Parity checks and error-correction codes (ECCs) are commonly used to ensure that data is properly transferred between system components. For example, a magnetic disk (permanent memory device) typically records not only information that comprises data to be retrieved for processing, but also records an error correction code for each file, which allows the processor, or a controller, to determine whether the data retrieved is valid. ECCs are also used with temporary memory devices, e.g., DRAM, and the ECC for files stored in DRAM can be analyzed by a memory controller which provides an interface between the processor and the DRAM array. If a memory cell fails during reading of a particular memory word (due to, e.g. stray radiation, electrostatic discharge, or a defective cell), then the failure can at least be detected so that further action can be taken, e.g., re-trying the read operation to see if the failure occurs again, as taught in U.S. Pat. No. 4,360,915. ECCs can further be used to reconstruct the proper data stream. See, e.g., U.S. Pat. No. 4,561,095 which discloses a high-speed error correcting a random-access memory system which uses a plurality of parity bits stored in memory along with the associated data bits.
Some error correction codes can only be used to detect single-bit errors, i.e., if two or more bits in a particular memory word are invalid, then the ECC might not be able to determine what the proper data stream should actually be. Other ECCs are more sophisticated and allow detection or correction of double errors, and some ECCs further allow the memory word to be broken up into clusters of bits, or "symbols," which can then be analyzed for errors in more detail.

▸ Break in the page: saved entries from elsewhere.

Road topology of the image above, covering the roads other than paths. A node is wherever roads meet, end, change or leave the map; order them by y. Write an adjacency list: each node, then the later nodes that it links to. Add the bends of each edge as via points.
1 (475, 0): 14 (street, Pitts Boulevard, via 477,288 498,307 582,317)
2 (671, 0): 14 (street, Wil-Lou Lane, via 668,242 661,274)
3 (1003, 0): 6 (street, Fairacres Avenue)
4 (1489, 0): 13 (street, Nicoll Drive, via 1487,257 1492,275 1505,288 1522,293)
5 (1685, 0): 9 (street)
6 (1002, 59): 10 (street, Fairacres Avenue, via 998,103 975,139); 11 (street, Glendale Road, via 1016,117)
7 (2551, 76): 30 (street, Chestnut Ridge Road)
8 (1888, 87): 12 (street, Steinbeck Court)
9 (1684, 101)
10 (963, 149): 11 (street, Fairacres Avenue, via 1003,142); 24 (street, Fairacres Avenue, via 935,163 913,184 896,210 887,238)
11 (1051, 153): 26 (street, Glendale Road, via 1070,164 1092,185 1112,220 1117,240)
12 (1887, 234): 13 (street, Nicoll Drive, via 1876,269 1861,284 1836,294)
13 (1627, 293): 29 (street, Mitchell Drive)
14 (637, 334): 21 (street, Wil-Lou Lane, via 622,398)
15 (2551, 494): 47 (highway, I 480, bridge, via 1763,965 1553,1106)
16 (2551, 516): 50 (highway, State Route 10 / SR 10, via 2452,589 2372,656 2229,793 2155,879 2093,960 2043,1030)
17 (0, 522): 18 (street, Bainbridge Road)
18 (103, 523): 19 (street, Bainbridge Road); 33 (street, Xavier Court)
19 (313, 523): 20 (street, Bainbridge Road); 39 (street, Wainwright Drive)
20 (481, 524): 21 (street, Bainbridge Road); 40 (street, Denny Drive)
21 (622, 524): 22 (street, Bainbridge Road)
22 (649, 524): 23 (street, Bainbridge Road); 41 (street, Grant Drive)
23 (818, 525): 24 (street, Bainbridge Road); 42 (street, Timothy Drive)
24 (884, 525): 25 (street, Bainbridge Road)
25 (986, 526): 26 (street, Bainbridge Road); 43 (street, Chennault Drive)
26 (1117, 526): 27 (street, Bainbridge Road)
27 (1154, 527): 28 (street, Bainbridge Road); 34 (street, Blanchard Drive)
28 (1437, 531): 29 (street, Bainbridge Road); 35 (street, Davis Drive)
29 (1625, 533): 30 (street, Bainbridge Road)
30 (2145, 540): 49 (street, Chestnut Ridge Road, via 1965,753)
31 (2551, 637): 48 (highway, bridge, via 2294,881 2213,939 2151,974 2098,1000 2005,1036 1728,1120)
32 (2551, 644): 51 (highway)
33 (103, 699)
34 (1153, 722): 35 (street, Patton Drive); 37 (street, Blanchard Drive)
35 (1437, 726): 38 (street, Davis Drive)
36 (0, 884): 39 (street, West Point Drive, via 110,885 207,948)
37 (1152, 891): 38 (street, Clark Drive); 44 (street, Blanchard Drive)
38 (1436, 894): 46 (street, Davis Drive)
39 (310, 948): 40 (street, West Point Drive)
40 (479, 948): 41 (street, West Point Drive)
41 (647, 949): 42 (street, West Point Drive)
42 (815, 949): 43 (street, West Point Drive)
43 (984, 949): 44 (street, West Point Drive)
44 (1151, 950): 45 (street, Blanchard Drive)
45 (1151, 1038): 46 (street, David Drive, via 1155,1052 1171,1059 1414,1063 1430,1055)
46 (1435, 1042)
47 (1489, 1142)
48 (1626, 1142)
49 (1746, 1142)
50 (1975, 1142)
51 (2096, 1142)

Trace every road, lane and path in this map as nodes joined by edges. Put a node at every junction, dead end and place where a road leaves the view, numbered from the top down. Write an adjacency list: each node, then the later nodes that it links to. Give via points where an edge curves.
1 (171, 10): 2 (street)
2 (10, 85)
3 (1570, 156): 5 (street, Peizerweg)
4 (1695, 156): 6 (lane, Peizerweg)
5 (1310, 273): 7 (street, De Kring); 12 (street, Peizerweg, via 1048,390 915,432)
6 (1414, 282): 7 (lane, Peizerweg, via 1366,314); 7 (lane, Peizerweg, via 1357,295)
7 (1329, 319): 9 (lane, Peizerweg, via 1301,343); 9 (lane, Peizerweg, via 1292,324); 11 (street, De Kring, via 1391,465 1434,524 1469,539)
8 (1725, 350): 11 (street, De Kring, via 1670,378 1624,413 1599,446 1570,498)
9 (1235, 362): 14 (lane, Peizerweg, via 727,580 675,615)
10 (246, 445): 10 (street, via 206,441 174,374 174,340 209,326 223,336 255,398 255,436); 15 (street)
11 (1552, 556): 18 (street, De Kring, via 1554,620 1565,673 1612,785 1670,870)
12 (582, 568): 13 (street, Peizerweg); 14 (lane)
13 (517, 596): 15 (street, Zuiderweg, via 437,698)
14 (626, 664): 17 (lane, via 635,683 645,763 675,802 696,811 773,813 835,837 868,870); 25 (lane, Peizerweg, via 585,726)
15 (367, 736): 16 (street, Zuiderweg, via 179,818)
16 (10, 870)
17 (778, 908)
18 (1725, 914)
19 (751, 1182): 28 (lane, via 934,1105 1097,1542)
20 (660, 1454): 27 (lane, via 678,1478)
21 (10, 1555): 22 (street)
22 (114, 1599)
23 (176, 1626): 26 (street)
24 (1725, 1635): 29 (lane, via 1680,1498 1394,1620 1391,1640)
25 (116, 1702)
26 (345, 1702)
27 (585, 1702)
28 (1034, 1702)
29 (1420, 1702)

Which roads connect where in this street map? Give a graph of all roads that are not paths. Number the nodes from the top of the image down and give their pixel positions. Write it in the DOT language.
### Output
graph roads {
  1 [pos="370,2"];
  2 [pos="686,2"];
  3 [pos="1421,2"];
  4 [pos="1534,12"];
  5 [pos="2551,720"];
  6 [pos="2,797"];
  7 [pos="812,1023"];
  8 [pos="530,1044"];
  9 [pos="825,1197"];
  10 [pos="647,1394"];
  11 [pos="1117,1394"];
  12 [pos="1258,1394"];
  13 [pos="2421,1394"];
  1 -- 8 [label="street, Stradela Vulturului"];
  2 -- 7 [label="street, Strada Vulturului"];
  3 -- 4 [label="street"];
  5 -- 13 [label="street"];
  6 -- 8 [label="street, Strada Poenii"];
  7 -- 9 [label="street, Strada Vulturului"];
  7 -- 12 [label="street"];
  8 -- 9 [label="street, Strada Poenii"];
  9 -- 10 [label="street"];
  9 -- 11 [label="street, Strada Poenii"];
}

Parity and error-correcting code DRAM controllers need special hardware to generate simulated errors, including both single and multi-bit errors. This hardware generates data patterns which, in turn, are used to generate fault data in real-time. This hardware is relatively expensive and, further, leaves the system response to actual memory errors untested in the development phase and manufacturing phase. It would, therefore, be advantageous to devise an inexpensive hardware technique to generate single- and multiple-bit memory errors which can be used with actual system memory. It would be further advantageous if the hardware could also be used with a memory controller which has no internal means of testing parity or ECC circuitry.